START SOURCE DATA

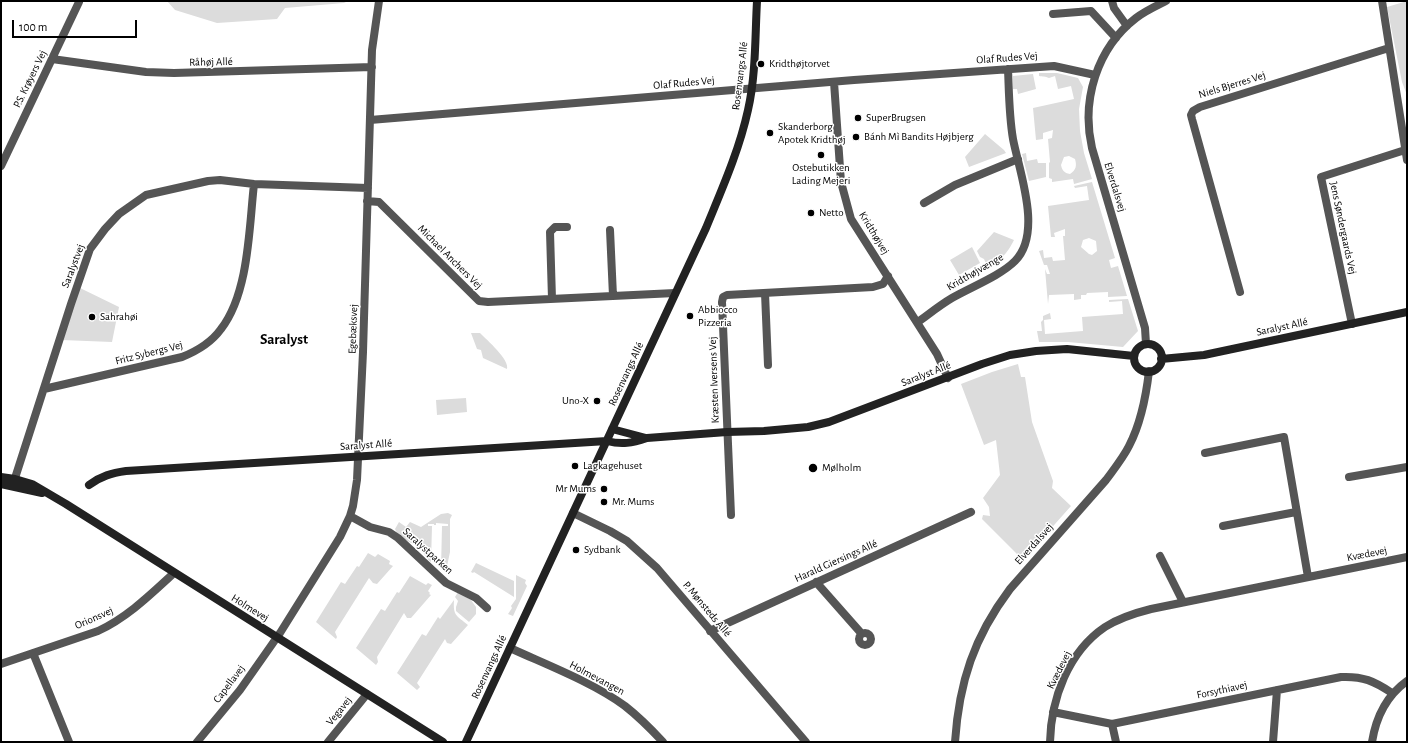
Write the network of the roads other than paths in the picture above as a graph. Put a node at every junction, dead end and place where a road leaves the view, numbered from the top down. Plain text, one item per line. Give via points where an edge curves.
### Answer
1 (379, 1) edge
2 (757, 1) edge
3 (1112, 1) edge
4 (1166, 1) edge
5 (1382, 1) edge
6 (79, 2) dead end
7 (1053, 14) dead end
8 (1127, 26) junction
9 (1116, 38) junction
10 (1389, 48) junction
11 (52, 59) junction
12 (372, 67) junction
13 (1008, 69) junction
14 (1095, 75) junction
15 (834, 82) junction
16 (752, 89) junction
17 (370, 120) junction
18 (1405, 150) junction
19 (1018, 159) junction
20 (1407, 160) edge
21 (1, 166) edge
22 (254, 184) junction
23 (368, 188) junction
24 (367, 201) junction
25 (924, 203) dead end
26 (567, 227) dead end
27 (610, 230) dead end
28 (888, 276) junction
29 (1240, 292) dead end
30 (675, 293) junction
31 (765, 293) junction
32 (613, 296) junction
33 (552, 299) junction
34 (1407, 312) edge
35 (918, 322) junction
36 (1352, 324) junction
37 (1146, 344) junction
38 (1134, 356) junction
39 (1161, 359) junction
40 (768, 366) dead end
41 (1149, 372) junction
42 (948, 378) junction
43 (44, 388) junction
44 (612, 429) junction
45 (727, 432) junction
46 (647, 438) junction
47 (607, 441) junction
48 (1205, 453) dead end
49 (358, 456) junction
50 (1407, 467) edge
51 (1, 477) edge
52 (1349, 477) dead end
53 (14, 483) junction
54 (1, 484) edge
55 (89, 485) dead end
56 (971, 512) dead end
57 (1296, 512) junction
58 (573, 513) junction
59 (731, 515) dead end
60 (350, 516) junction
61 (1223, 526) dead end
62 (1160, 556) dead end
63 (1407, 557) edge
64 (174, 573) junction
65 (1308, 577) junction
66 (816, 582) junction
67 (1183, 602) junction
68 (487, 608) dead end
69 (710, 630) junction
70 (861, 633) dead end
71 (277, 638) junction
72 (510, 648) junction
73 (32, 653) junction
74 (1, 664) edge
75 (1407, 681) edge
76 (1277, 690) junction
77 (1392, 693) junction
78 (366, 694) junction
79 (1053, 712) junction
80 (1112, 724) junction
81 (69, 742) edge
82 (197, 742) edge
83 (328, 742) edge
84 (443, 742) edge
85 (466, 742) edge
86 (663, 742) edge
87 (806, 742) edge
88 (955, 742) edge
89 (1050, 742) edge
90 (1116, 742) edge
91 (1273, 742) edge
92 (1372, 742) edge

1 - 12 street, Egebæksvej
2 - 16 street, Rosenvangs Allé
3 - 8 street
4 - 8 street, Elverdalsvej via 1141,14
5 - 10 street
6 - 11 street, P.S. Krøyers Vej
7 - 9 street via 1091,11
8 - 9 street, Elverdalsvej
9 - 14 street, Elverdalsvej
10 - 18 street
10 - 29 street, Niels Bjerres Vej via 1192,111 1192,119
11 - 12 street, Råhøj Allé via 174,74
11 - 21 street, P.S. Krøyers Vej
12 - 17 street, Egebæksvej
13 - 14 street, Olaf Rudes Vej via 1054,66
13 - 15 street, Olaf Rudes Vej
13 - 19 street, Kridthøjvænge via 1011,122
14 - 37 street, Elverdalsvej via 1089,100 1089,135 1146,328
15 - 16 street, Olaf Rudes Vej
15 - 28 street, Kridthøjvej via 841,182 847,207 858,231
16 - 17 street, Olaf Rudes Vej
16 - 30 street, Rosenvangs Allé via 732,167
17 - 23 street, Egebæksvej
18 - 20 street
18 - 36 street, Jens Søndergaards Vej via 1321,177
19 - 25 street via 955,185
19 - 35 street, Kridthøjvænge via 1027,196 1028,218 1028,232 1021,253 1008,268 951,298
22 - 23 street, Saralystvej
22 - 43 street, Saralystvej via 208,180 146,195 119,214 90,249
22 - 43 street, Fritz Sybergs Vej via 245,268 240,289 230,316 214,337 203,347 182,357
23 - 24 street, Egebæksvej
24 - 33 street, Michael Anchers Vej via 379,202 479,301
24 - 49 street, Egebæksvej
26 - 33 street via 555,228 550,232
27 - 32 street
28 - 31 street, Kræsten Iversens Vej via 882,284 874,287
28 - 35 street, Kridthøjvej
30 - 32 street, Michael Anchers Vej
30 - 44 street, Rosenvangs Allé
31 - 40 street
31 - 45 street, Kræsten Iversens Vej via 727,295 723,298
32 - 33 street, Michael Anchers Vej
34 - 36 street, Saralyst Allé
35 - 42 street, Kridthøjvej via 938,354
36 - 39 street, Saralyst Allé via 1204,355
37 - 38 street via 1139,346
37 - 39 street via 1156,346
38 - 41 street via 1136,366
38 - 42 street, Saralyst Allé via 1067,349 1036,351 1010,355
39 - 41 street via 1158,367
41 - 88 street, Elverdalsvej via 1137,428 1120,462 1010,588 983,630 965,674 957,714
42 - 45 street, Saralyst Allé via 829,422 764,431
43 - 53 street, Saralystvej
44 - 46 street, Saralyst Allé
44 - 47 street, Rosenvangs Allé
45 - 46 street, Saralyst Allé
45 - 59 street
46 - 47 street, Saralyst Allé via 618,444
47 - 49 street, Saralyst Allé
47 - 58 street, Rosenvangs Allé
48 - 57 street via 1284,437
49 - 55 street, Saralyst Allé via 126,471 102,477
49 - 60 street, Egebæksvej via 356,492
50 - 52 street
51 - 53 street, Holmevej
53 - 54 street, Holmevej
53 - 64 street, Holmevej via 45,493
56 - 66 street, Harald Giersings Allé
57 - 61 street
57 - 65 street
58 - 69 street, P. Mønsteds Allé via 632,545 657,568
58 - 72 street, Rosenvangs Allé
60 - 68 street, Saralystparken via 398,538 446,583 476,598
60 - 71 street, Egebæksvej via 340,537
62 - 67 street
63 - 65 street, Kvædevej
64 - 71 street, Holmevej
64 - 73 street, Orionsvej via 111,625
65 - 67 street, Kvædevej
66 - 69 street, Harald Giersings Allé
66 - 70 street
67 - 79 street, Kvædevej via 1134,613 1105,628 1073,662 1058,692
69 - 87 street, P. Mønsteds Allé
71 - 78 street, Holmevej
71 - 82 street, Capellavej via 240,690
72 - 85 street, Rosenvangs Allé
72 - 86 street, Holmevangen via 607,694 638,717
73 - 74 street, Orionsvej
73 - 81 street
75 - 77 street
76 - 77 street, Forsythiavej via 1353,676 1371,680
76 - 80 street, Forsythiavej
76 - 91 street
77 - 92 street via 1377,719
78 - 83 street, Vegavej
78 - 84 street, Holmevej
79 - 80 street, Forsythiavej
79 - 89 street, Kvædevej
80 - 90 street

END SOURCE DATA

# ASSIGNMENT:
Reproduce the data above in full, exactly as it is, with the pictures left out.

# SOLUTION FOR THIS TASK:
Write the network of the roads other than paths in the picture above as a graph. Put a node at every junction, dead end and place where a road leaves the view, numbered from the top down. Plain text, one item per line. Give via points where an edge curves.
### Answer
1 (379, 1) edge
2 (757, 1) edge
3 (1112, 1) edge
4 (1166, 1) edge
5 (1382, 1) edge
6 (79, 2) dead end
7 (1053, 14) dead end
8 (1127, 26) junction
9 (1116, 38) junction
10 (1389, 48) junction
11 (52, 59) junction
12 (372, 67) junction
13 (1008, 69) junction
14 (1095, 75) junction
15 (834, 82) junction
16 (752, 89) junction
17 (370, 120) junction
18 (1405, 150) junction
19 (1018, 159) junction
20 (1407, 160) edge
21 (1, 166) edge
22 (254, 184) junction
23 (368, 188) junction
24 (367, 201) junction
25 (924, 203) dead end
26 (567, 227) dead end
27 (610, 230) dead end
28 (888, 276) junction
29 (1240, 292) dead end
30 (675, 293) junction
31 (765, 293) junction
32 (613, 296) junction
33 (552, 299) junction
34 (1407, 312) edge
35 (918, 322) junction
36 (1352, 324) junction
37 (1146, 344) junction
38 (1134, 356) junction
39 (1161, 359) junction
40 (768, 366) dead end
41 (1149, 372) junction
42 (948, 378) junction
43 (44, 388) junction
44 (612, 429) junction
45 (727, 432) junction
46 (647, 438) junction
47 (607, 441) junction
48 (1205, 453) dead end
49 (358, 456) junction
50 (1407, 467) edge
51 (1, 477) edge
52 (1349, 477) dead end
53 (14, 483) junction
54 (1, 484) edge
55 (89, 485) dead end
56 (971, 512) dead end
57 (1296, 512) junction
58 (573, 513) junction
59 (731, 515) dead end
60 (350, 516) junction
61 (1223, 526) dead end
62 (1160, 556) dead end
63 (1407, 557) edge
64 (174, 573) junction
65 (1308, 577) junction
66 (816, 582) junction
67 (1183, 602) junction
68 (487, 608) dead end
69 (710, 630) junction
70 (861, 633) dead end
71 (277, 638) junction
72 (510, 648) junction
73 (32, 653) junction
74 (1, 664) edge
75 (1407, 681) edge
76 (1277, 690) junction
77 (1392, 693) junction
78 (366, 694) junction
79 (1053, 712) junction
80 (1112, 724) junction
81 (69, 742) edge
82 (197, 742) edge
83 (328, 742) edge
84 (443, 742) edge
85 (466, 742) edge
86 (663, 742) edge
87 (806, 742) edge
88 (955, 742) edge
89 (1050, 742) edge
90 (1116, 742) edge
91 (1273, 742) edge
92 (1372, 742) edge

1 - 12 street, Egebæksvej
2 - 16 street, Rosenvangs Allé
3 - 8 street
4 - 8 street, Elverdalsvej via 1141,14
5 - 10 street
6 - 11 street, P.S. Krøyers Vej
7 - 9 street via 1091,11
8 - 9 street, Elverdalsvej
9 - 14 street, Elverdalsvej
10 - 18 street
10 - 29 street, Niels Bjerres Vej via 1192,111 1192,119
11 - 12 street, Råhøj Allé via 174,74
11 - 21 street, P.S. Krøyers Vej
12 - 17 street, Egebæksvej
13 - 14 street, Olaf Rudes Vej via 1054,66
13 - 15 street, Olaf Rudes Vej
13 - 19 street, Kridthøjvænge via 1011,122
14 - 37 street, Elverdalsvej via 1089,100 1089,135 1146,328
15 - 16 street, Olaf Rudes Vej
15 - 28 street, Kridthøjvej via 841,182 847,207 858,231
16 - 17 street, Olaf Rudes Vej
16 - 30 street, Rosenvangs Allé via 732,167
17 - 23 street, Egebæksvej
18 - 20 street
18 - 36 street, Jens Søndergaards Vej via 1321,177
19 - 25 street via 955,185
19 - 35 street, Kridthøjvænge via 1027,196 1028,218 1028,232 1021,253 1008,268 951,298
22 - 23 street, Saralystvej
22 - 43 street, Saralystvej via 208,180 146,195 119,214 90,249
22 - 43 street, Fritz Sybergs Vej via 245,268 240,289 230,316 214,337 203,347 182,357
23 - 24 street, Egebæksvej
24 - 33 street, Michael Anchers Vej via 379,202 479,301
24 - 49 street, Egebæksvej
26 - 33 street via 555,228 550,232
27 - 32 street
28 - 31 street, Kræsten Iversens Vej via 882,284 874,287
28 - 35 street, Kridthøjvej
30 - 32 street, Michael Anchers Vej
30 - 44 street, Rosenvangs Allé
31 - 40 street
31 - 45 street, Kræsten Iversens Vej via 727,295 723,298
32 - 33 street, Michael Anchers Vej
34 - 36 street, Saralyst Allé
35 - 42 street, Kridthøjvej via 938,354
36 - 39 street, Saralyst Allé via 1204,355
37 - 38 street via 1139,346
37 - 39 street via 1156,346
38 - 41 street via 1136,366
38 - 42 street, Saralyst Allé via 1067,349 1036,351 1010,355
39 - 41 street via 1158,367
41 - 88 street, Elverdalsvej via 1137,428 1120,462 1010,588 983,630 965,674 957,714
42 - 45 street, Saralyst Allé via 829,422 764,431
43 - 53 street, Saralystvej
44 - 46 street, Saralyst Allé
44 - 47 street, Rosenvangs Allé
45 - 46 street, Saralyst Allé
45 - 59 street
46 - 47 street, Saralyst Allé via 618,444
47 - 49 street, Saralyst Allé
47 - 58 street, Rosenvangs Allé
48 - 57 street via 1284,437
49 - 55 street, Saralyst Allé via 126,471 102,477
49 - 60 street, Egebæksvej via 356,492
50 - 52 street
51 - 53 street, Holmevej
53 - 54 street, Holmevej
53 - 64 street, Holmevej via 45,493
56 - 66 street, Harald Giersings Allé
57 - 61 street
57 - 65 street
58 - 69 street, P. Mønsteds Allé via 632,545 657,568
58 - 72 street, Rosenvangs Allé
60 - 68 street, Saralystparken via 398,538 446,583 476,598
60 - 71 street, Egebæksvej via 340,537
62 - 67 street
63 - 65 street, Kvædevej
64 - 71 street, Holmevej
64 - 73 street, Orionsvej via 111,625
65 - 67 street, Kvædevej
66 - 69 street, Harald Giersings Allé
66 - 70 street
67 - 79 street, Kvædevej via 1134,613 1105,628 1073,662 1058,692
69 - 87 street, P. Mønsteds Allé
71 - 78 street, Holmevej
71 - 82 street, Capellavej via 240,690
72 - 85 street, Rosenvangs Allé
72 - 86 street, Holmevangen via 607,694 638,717
73 - 74 street, Orionsvej
73 - 81 street
75 - 77 street
76 - 77 street, Forsythiavej via 1353,676 1371,680
76 - 80 street, Forsythiavej
76 - 91 street
77 - 92 street via 1377,719
78 - 83 street, Vegavej
78 - 84 street, Holmevej
79 - 80 street, Forsythiavej
79 - 89 street, Kvædevej
80 - 90 street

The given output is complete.